━━ Excerpted records ━━

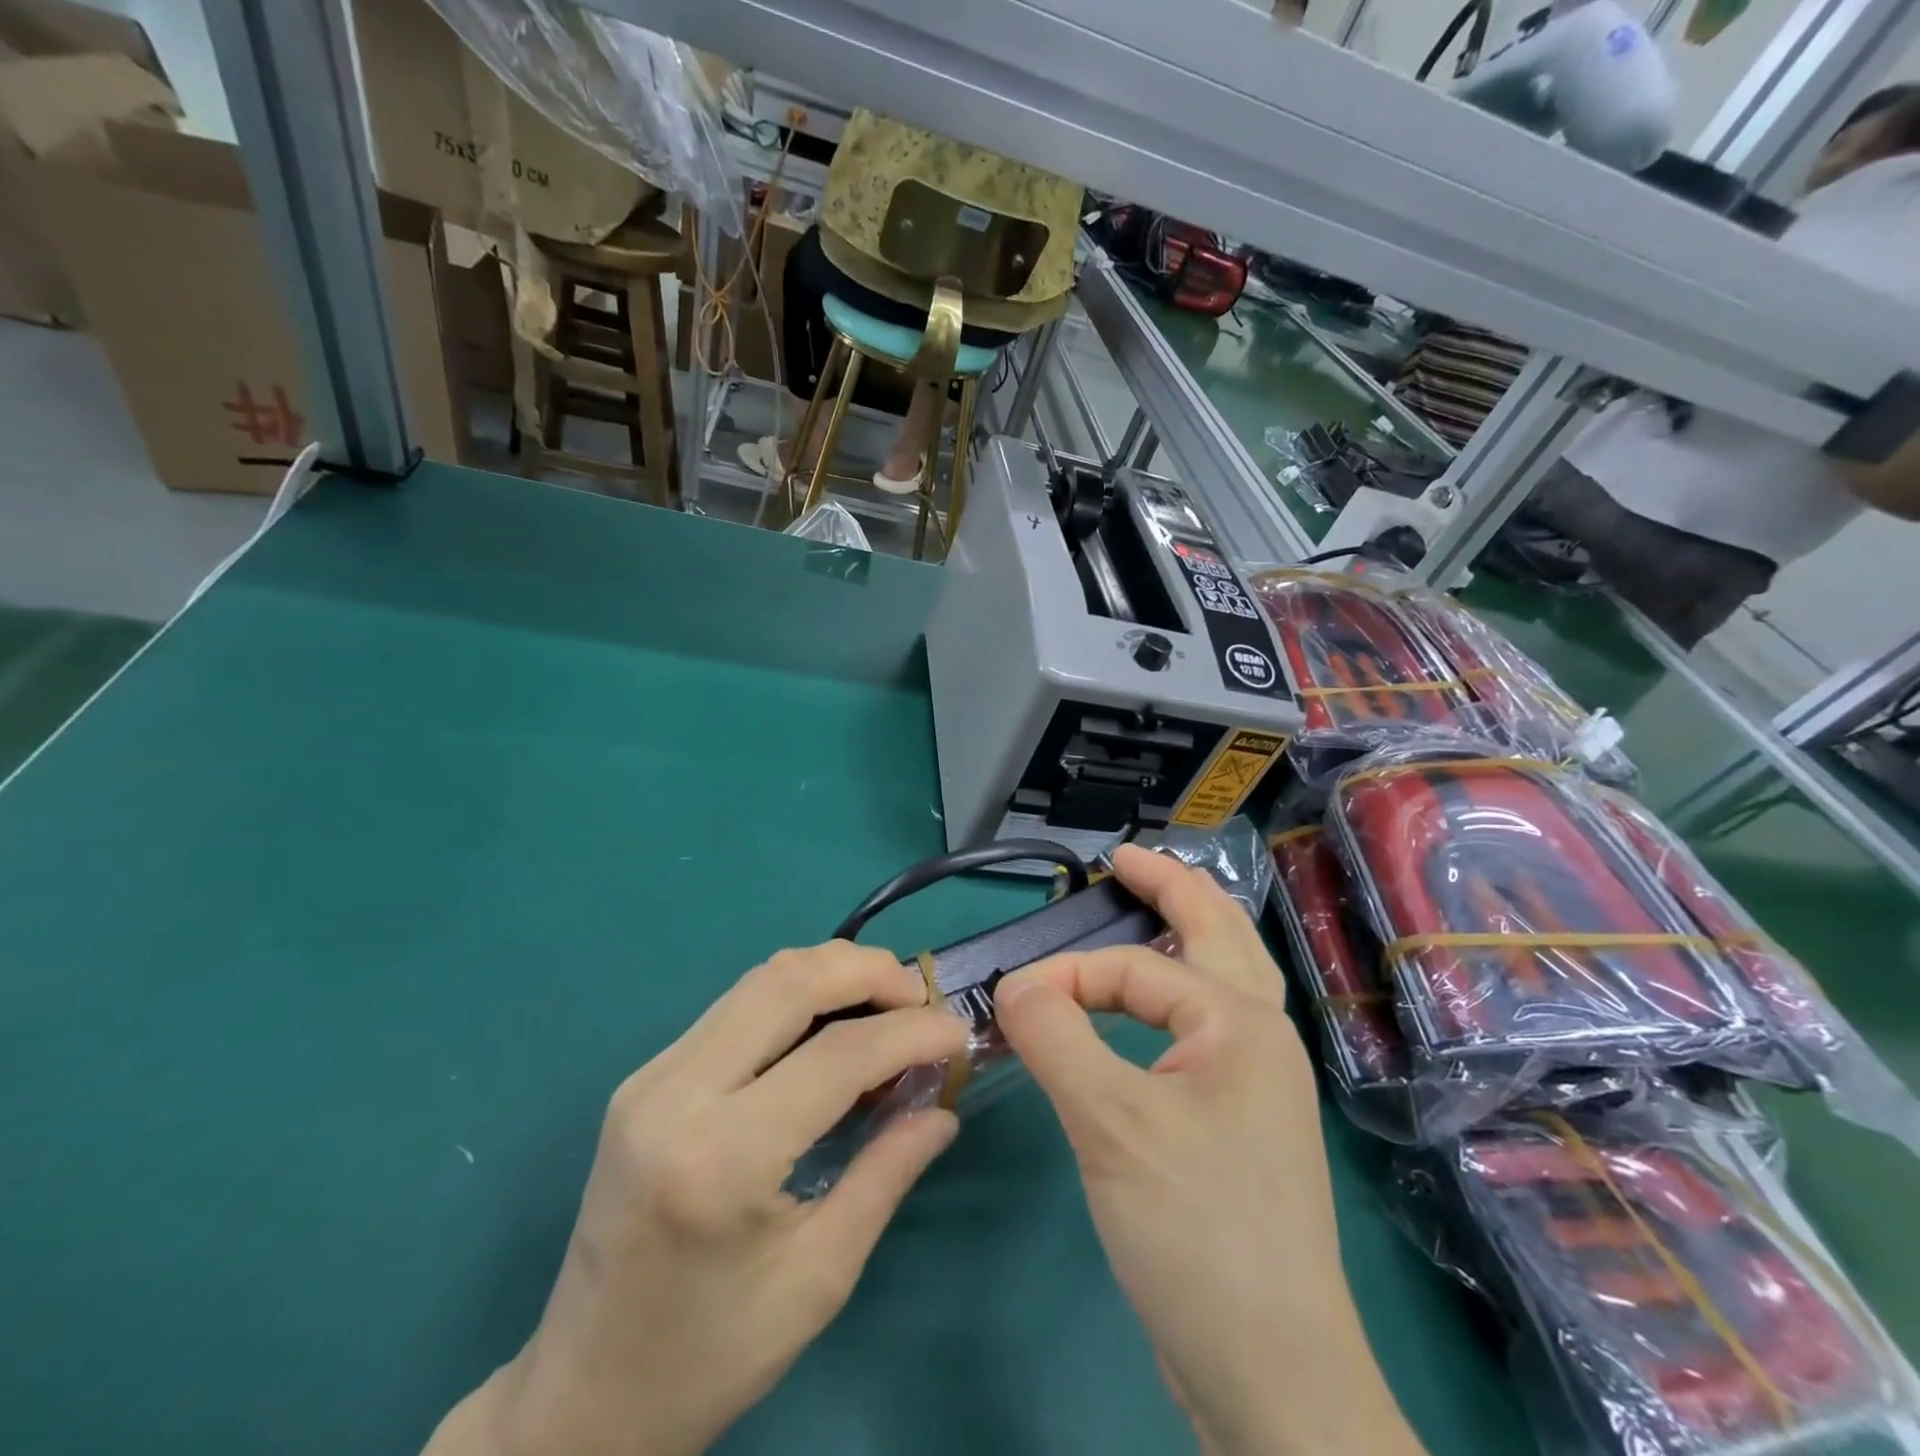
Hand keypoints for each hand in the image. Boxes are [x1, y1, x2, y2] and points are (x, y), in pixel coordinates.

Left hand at [426, 942, 969, 1455]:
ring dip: (832, 972)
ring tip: (886, 999)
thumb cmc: (709, 1357)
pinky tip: (830, 1021)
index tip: (957, 1034)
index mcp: (721, 1158)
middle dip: (868, 972)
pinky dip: (795, 994)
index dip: (909, 1033)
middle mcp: (677, 1094)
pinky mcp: (645, 1076)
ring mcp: (651, 1076)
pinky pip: (735, 1005)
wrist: (579, 1396)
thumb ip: (886, 1175)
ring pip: (759, 979)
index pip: (836, 1055)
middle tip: (921, 997)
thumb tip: (942, 1106)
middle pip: (789, 983)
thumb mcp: (819, 1278)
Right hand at [994, 846, 1422, 1455]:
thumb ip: (1056, 1037)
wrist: (1272, 1375)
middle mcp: (1259, 1038)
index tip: (1010, 1004)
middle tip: (1125, 859)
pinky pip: (1205, 1026)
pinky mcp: (1240, 1122)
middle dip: (1173, 886)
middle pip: (1219, 933)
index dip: (1067, 975)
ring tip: (1150, 905)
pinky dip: (1177, 992)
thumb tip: (1015, 985)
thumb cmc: (1197, 1232)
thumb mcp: (1111, 1125)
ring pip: (1222, 977)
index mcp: (1240, 1022)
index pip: (1134, 969)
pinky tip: (1156, 1004)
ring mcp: (1256, 1082)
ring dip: (1187, 932)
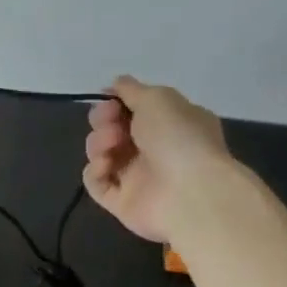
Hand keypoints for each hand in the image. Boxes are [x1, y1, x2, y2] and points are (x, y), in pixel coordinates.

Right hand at [82, 77, 232, 242]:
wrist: (191, 194)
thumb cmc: (178, 138)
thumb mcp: (158, 98)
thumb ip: (131, 89)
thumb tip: (116, 85)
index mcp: (171, 124)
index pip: (135, 109)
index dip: (117, 102)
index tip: (109, 99)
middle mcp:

━━━

▶ **Aim of the exercise**
Nothing but an exact copy is asked for: the lines from the start of the records through the line with "ring mcp: (651, 1076)", both ends included, minus any pictures.

▶ **Task result**
Hand keypoints for each hand in the image. Boxes are [x1, y1, x2, y2] and points are (x, y), in pixel coordinates.

Left hand at [426, 942, 969, 1455]:
ring dip: (832, 972)
ring tip: (886, 999)
thumb cmc: (709, 1357)
pinky tip: (830, 1021)
index tip: (957, 1034)
index mcp: (721, 1158)
middle dip: (868, 972)
pinky dip: (795, 994)
index dip: (909, 1033)
middle mcp: (677, 1094)
pinky mcp: (645, 1076)
ring mcp: (651, 1076)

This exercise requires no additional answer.